Working Together: Osher Members and Biotech Students Support Manna Food Center
Nearly $13,000. More than 815 pounds of food.
That’s how much members of the Johns Hopkins University Osher Lifelong Learning Institute collected to donate to Manna Food Center. The food and funds drive is an annual Osher tradition that this year came with a new twist: JHU master’s in biotechnology students drove the food several times a week to Manna in Rockville. It was an example of the campus’ eldest students working with the campus’ youngest generation.

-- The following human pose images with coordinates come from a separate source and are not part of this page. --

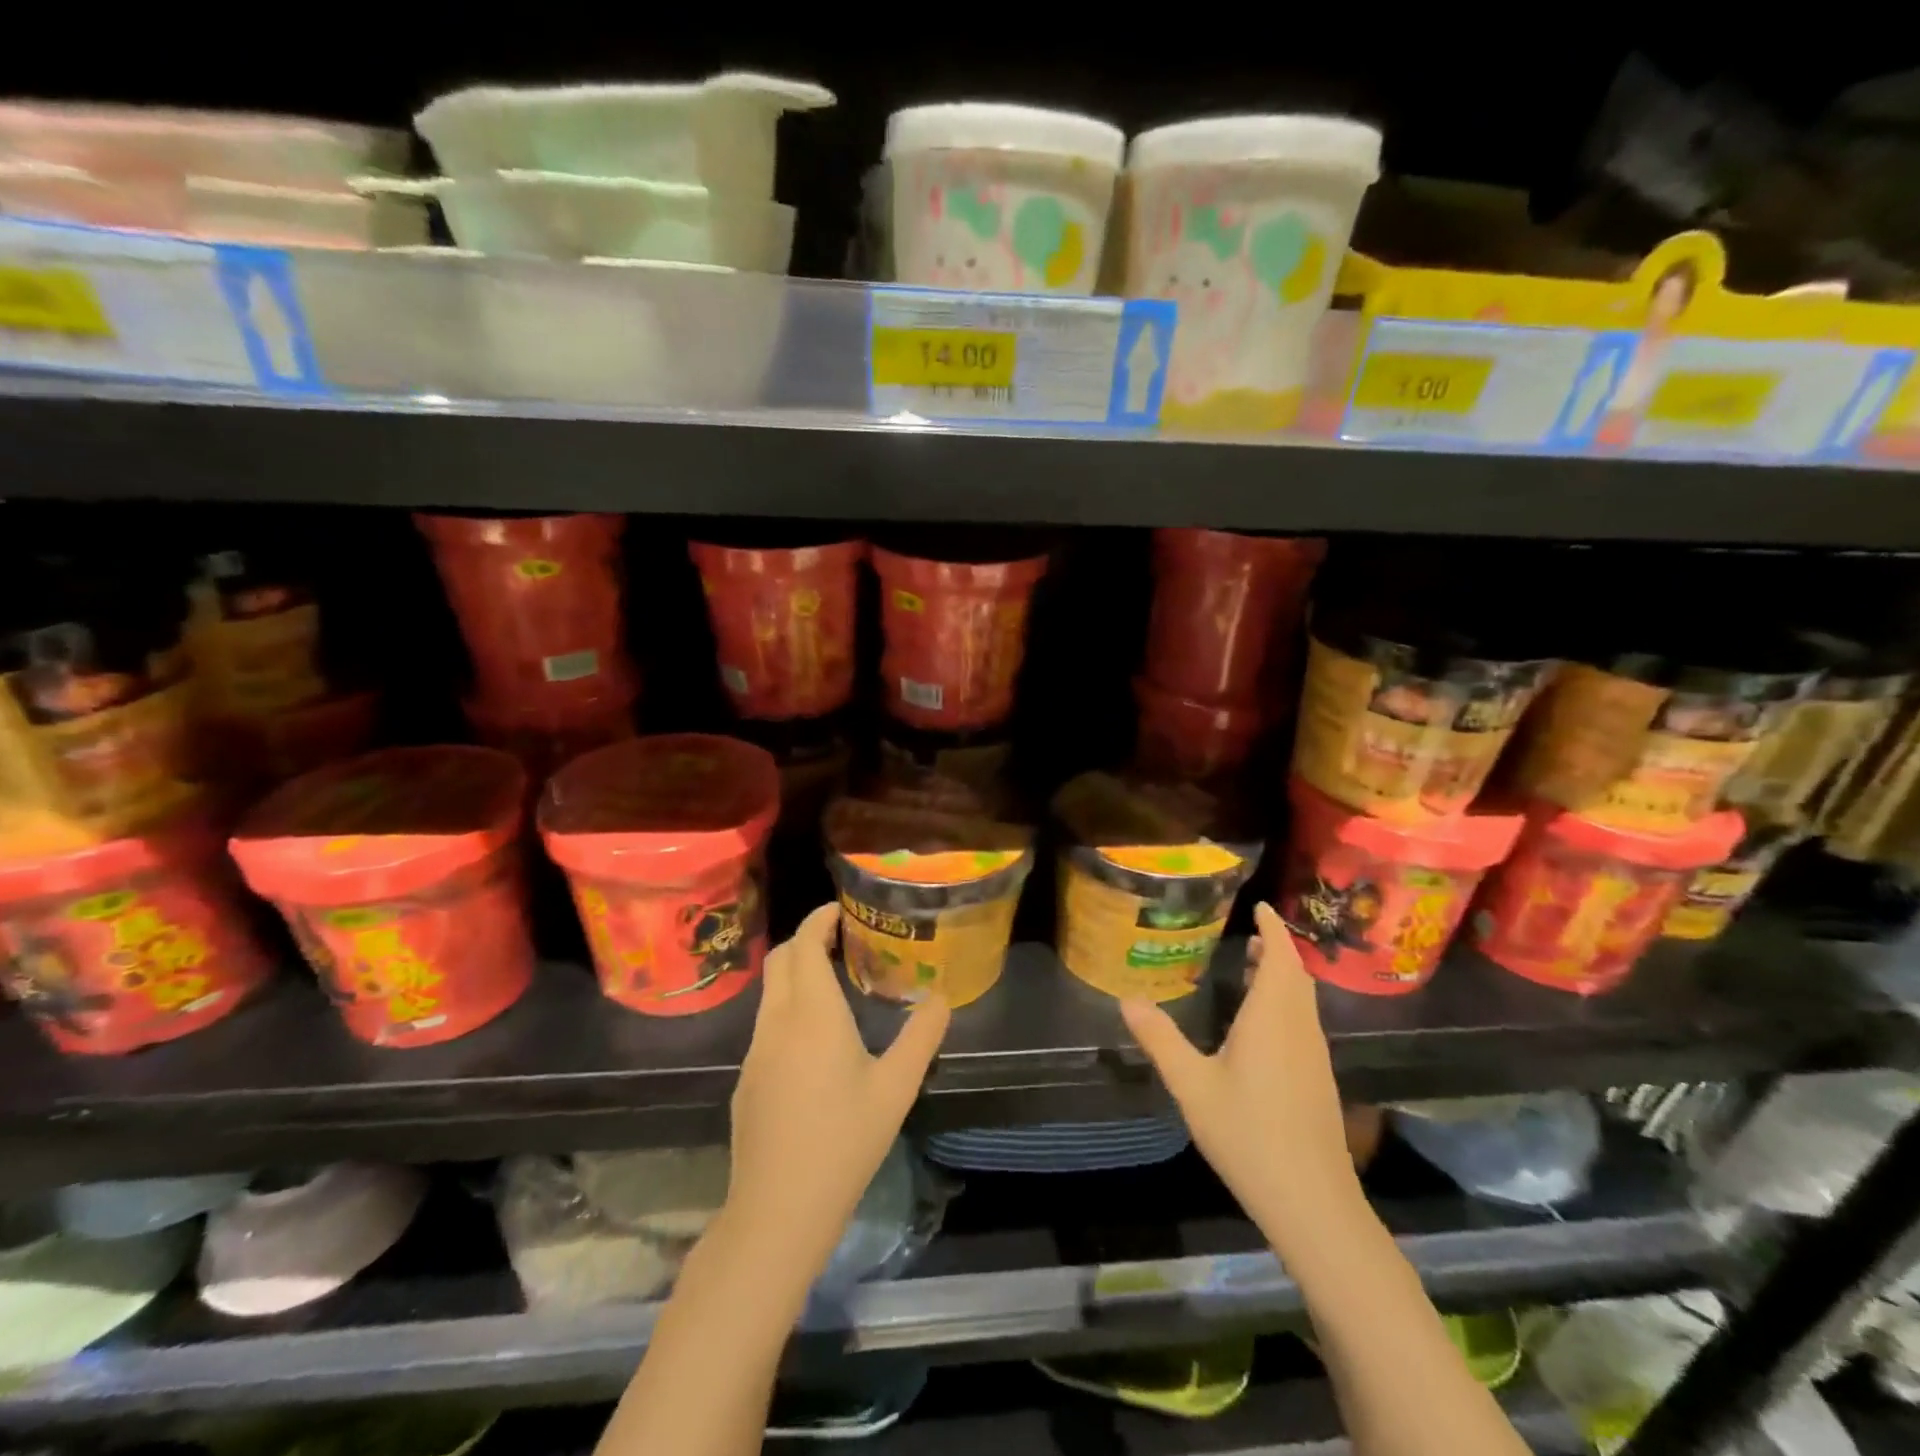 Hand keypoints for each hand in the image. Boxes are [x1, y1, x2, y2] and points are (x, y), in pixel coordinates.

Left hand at [724, 904, 950, 1274]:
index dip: (820, 918)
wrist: (777, 1210)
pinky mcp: (746, 1078)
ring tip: (835, 983)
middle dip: (808, 939)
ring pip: (771, 991)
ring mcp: (756, 1050)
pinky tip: (816, 1040)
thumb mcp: (896, 1087)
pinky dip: (788, 1006)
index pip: (805, 943)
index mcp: (812, 1013)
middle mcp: (777, 1020)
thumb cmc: (844, 1141)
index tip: (843, 910)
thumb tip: (941, 998)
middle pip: (782, 959)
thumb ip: (922, 1036)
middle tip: (845, 941)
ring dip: (797, 973)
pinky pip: (767, 1023)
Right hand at [1121, 902, 1357, 1250]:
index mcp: (1272, 1017)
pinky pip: (1304, 1020)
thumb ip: (1160, 1039)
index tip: (1259, 905)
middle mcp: (1299, 1026)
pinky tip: (1262, 1024)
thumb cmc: (1248, 1133)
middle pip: (1296, 974)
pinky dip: (1287, 1002)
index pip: (1280, 956)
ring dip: (1283, 976)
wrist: (1312, 1202)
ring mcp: (1314, 1054)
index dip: (1272, 928)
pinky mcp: (1318, 1078)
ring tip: (1252, 969)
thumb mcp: (1192, 1085)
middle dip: (1276, 949)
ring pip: (1303, 999)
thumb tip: (1127, 1000)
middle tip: (1248, 935) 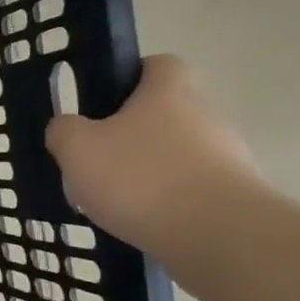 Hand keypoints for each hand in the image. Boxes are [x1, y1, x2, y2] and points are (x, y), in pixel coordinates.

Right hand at [44, 55, 261, 252]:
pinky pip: (188, 188)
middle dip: (131, 132)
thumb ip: (63, 130)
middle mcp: (205, 114)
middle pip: (165, 112)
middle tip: (95, 156)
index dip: (129, 76)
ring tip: (111, 197)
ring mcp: (227, 156)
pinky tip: (138, 220)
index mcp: (168, 91)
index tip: (101, 102)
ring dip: (147, 169)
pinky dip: (164, 200)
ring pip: (175, 152)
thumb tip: (67, 127)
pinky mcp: (235, 195)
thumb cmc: (141, 176)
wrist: (219, 236)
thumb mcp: (77, 147)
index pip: (157, 64)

“This year, we were fortunate to have started an intergenerational initiative with Health Science Intensive students on campus, who helped us with the heavy lifting and actual delivery of the food to the Manna Center,” said Osher Program Supervisor Susan Howard. “Intergenerational partnerships benefit everyone by fostering empathy and improving our community. By working together as one group, we created a successful campaign for a very worthy cause.”
The Osher food drive for Manna began in 2008 by Osher members Sy and Ann Sokatch. As the economy slumped, they saw the need to help those in tough financial situations.
This year, Osher members donated cereal, pasta, soup, canned vegetables, nutrition shakes, tomato sauce, oatmeal squares, macaroni and cheese, applesauce, peanut butter and other items. Monetary contributions have been emphasized in recent years because Manna can leverage a $1 contribution into $3 to $5 worth of food.
The Osher Lifelong Learning Institute at JHU has approximately 800 members. They are senior citizens who take non-credit courses in a wide range of subjects.
Manna, the main food bank in Montgomery County, feeds about 40,000 people annually, and collects and distributes more than 4 million pounds of food a year to qualifying families.
“We are so grateful to our partners at Osher Lifelong Learning Institute at JHU,” said Manna Development Manager Mardia Dennis. “Donations such as theirs have helped provide Manna with the resources to combat food insecurity throughout Montgomery County. I am thrilled to see even some of the masters’ degree candidates bring in food donations weekly, even twice a week sometimes.”
Matt Santos was happy to help. Santos is a student in the Health Science Intensive concentration within the biotechnology program; he has his sights on medical school.
“With Thanksgiving right around the corner, I knew this was going to be important to a lot of people,” said Santos, who drove food to Manna. “For those of us who are interested in pursuing a career in medicine, we need to realize the importance of giving back to the community we live in. Small acts of kindness add up.”
Added classmate Eric You: “I’ve been living in Gaithersburg for more than eight years, and I thought this was a good opportunity for me to help out the community. I have seen many homeless people at the intersection between Shady Grove and Gaither roads, which made me realize many people still have trouble accessing basic needs such as food or shelter.”